Il s’agissait notamment d’un risque accru de petit poids de naissance (inférieur à 2 500 g), (RR : 2,06 [IC 95 % : 1,25 à 3,42] ; p = 0,005), de RCIU (RR : 1,61 [IC 95 % : 1,44 à 1,79] ; p < 0,001), d’accouchement prématuré (RR : 1,28 [IC 95 % : 1,16 à 1,42] ; p < 0,001) et de transfert en unité de soins intensifs (RR : 1,38 [IC 95 % : 1,18 à 1,62] ; p < 0,001), ainsi qu’une diminution du poids moyen à la naissance (différence moyenne – 112,30 g [IC 95 % : – 167,19 à – 57,41] ; p < 0,001), du score d’Apgar à 1 minute (différence moyenne – 0,26 [IC 95 % : – 0,43 à – 0,09] ; p = 0,002), et du périmètre crânien (différence moyenne – 0,34 cm [IC 95 % : – 0,63 à – 0,06] ; p = 0,02).
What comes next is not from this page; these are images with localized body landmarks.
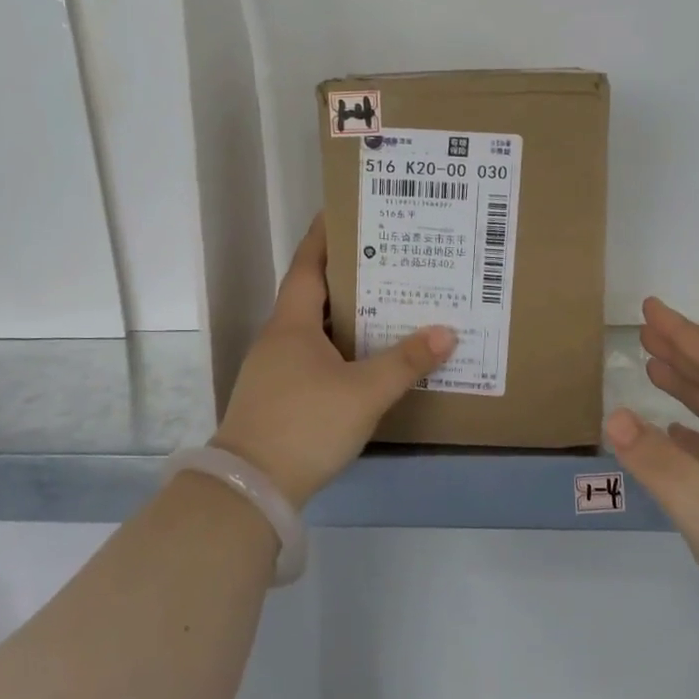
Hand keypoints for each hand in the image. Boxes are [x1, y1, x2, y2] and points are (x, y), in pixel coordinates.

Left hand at [212, 215, 456, 508]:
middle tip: (389, 257)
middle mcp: (279, 337)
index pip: (308, 264)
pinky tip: (365, 356)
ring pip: (314, 326)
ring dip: (345, 312)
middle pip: (313, 293)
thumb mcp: (364, 392)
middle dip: (347, 273)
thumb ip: (405, 362)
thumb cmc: (306, 424)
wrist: (252, 488)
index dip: (325, 235)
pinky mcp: (278, 395)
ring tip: (386, 301)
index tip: (347, 210)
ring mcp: (274, 368)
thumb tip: (446, 331)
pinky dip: (339, 345)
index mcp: (292, 323)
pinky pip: (313, 354)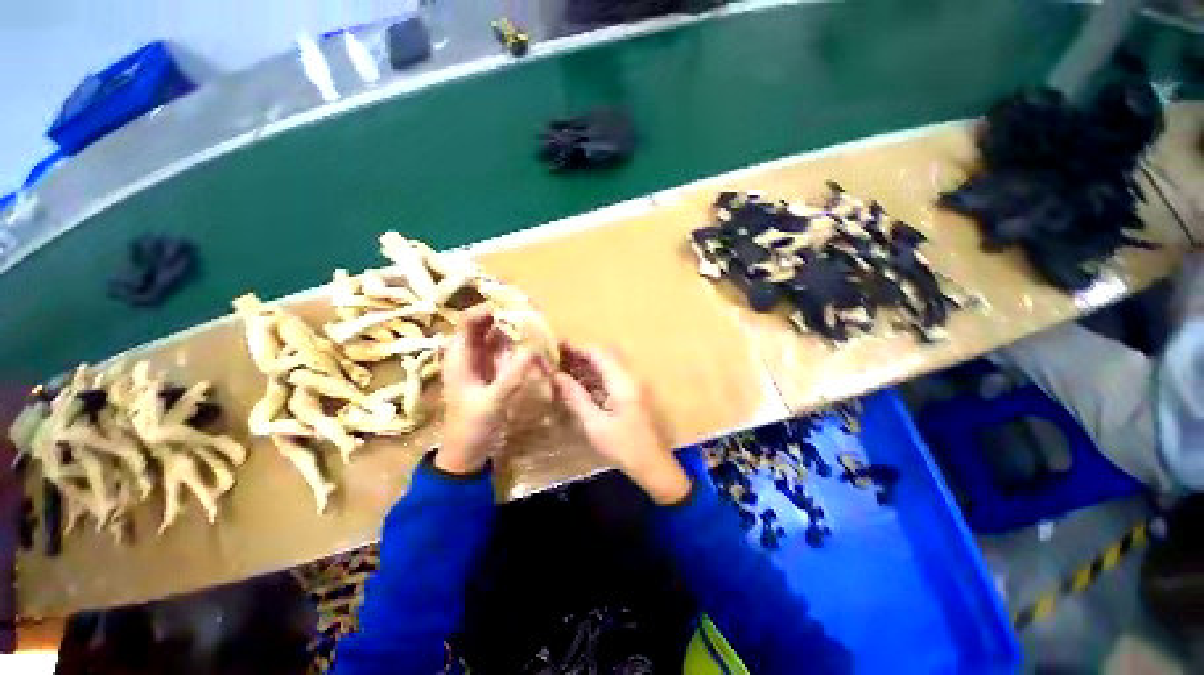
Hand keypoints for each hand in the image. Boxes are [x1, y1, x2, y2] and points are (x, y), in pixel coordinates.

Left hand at [438, 308, 544, 473]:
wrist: (465, 453)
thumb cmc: (471, 427)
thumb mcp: (492, 402)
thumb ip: (512, 375)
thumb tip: (533, 347)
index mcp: (458, 357)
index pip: (468, 321)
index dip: (488, 308)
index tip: (515, 304)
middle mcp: (466, 354)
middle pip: (483, 324)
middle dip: (505, 313)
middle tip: (531, 309)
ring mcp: (478, 362)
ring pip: (494, 336)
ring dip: (512, 327)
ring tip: (535, 320)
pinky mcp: (489, 371)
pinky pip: (502, 349)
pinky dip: (515, 342)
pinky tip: (531, 341)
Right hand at [553, 344, 690, 504]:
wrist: (653, 465)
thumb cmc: (623, 446)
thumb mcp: (595, 423)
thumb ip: (576, 397)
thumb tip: (557, 376)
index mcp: (623, 381)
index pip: (598, 354)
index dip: (577, 348)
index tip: (557, 347)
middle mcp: (629, 377)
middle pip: (603, 357)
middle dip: (580, 356)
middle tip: (557, 358)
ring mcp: (632, 386)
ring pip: (607, 368)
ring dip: (587, 367)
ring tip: (563, 369)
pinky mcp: (632, 395)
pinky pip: (611, 379)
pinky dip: (594, 378)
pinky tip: (579, 385)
Conclusions et intérêt de l’étude

Cette étude montre que les femmes exposées à la marijuana pendant la grossesse présentent un risque significativement accru pour le développement du nouveau-né. On peut penser que des campagnes de sensibilisation à ces risques pourraient permettre la diminution de la consommation de marijuana par les femmes enceintes et l’amélioration de la santé des enfants.

Commentaire

Les campagnes récentes en faveur de la légalisation de la vente de cannabis comportent un risque important, celui de faire croire à l’innocuité de ce produit. Si, comme le disent les auteurs de cet article en introduction, les études sur les effets de la consommation de marijuana pendant la grossesse ne sont pas toutes convergentes, la majorité d’entre elles, et cette méta-analyse le prouve, montre des effets indésirables sur l’enfant en développement. Aucun niveau de consommation de cannabis durant la grossesse et l’allaitement n’est sans risque. Des travaux récents ont étudié l’effet conjoint du tabac et de la marijuana in utero sur les nouveau-nés devenus adultes, et ils ont montré chez eux un risque important de transfert intergénérationnel du risque de consommation de substances et de dépendance, avec ses conséquences sur les risques accrus de violence des adolescents et d’échec scolaire. Ces résultats doivent conduire à des campagnes de sensibilisation des femmes enceintes et allaitantes.


Publication analysée :

Analyse de l’article : Birth outcomes of neonates exposed to marijuana in utero. A systematic review and meta-analysis.

Marchand G, Masoud AT, Govindan M, et al. Birth outcomes of neonates exposed to marijuana in utero. A systematic review and meta-analysis. JAMA Network Open 2022 ; 5 : e2145653. Doi : 10.1001/ jamanetworkopen.2021.45653.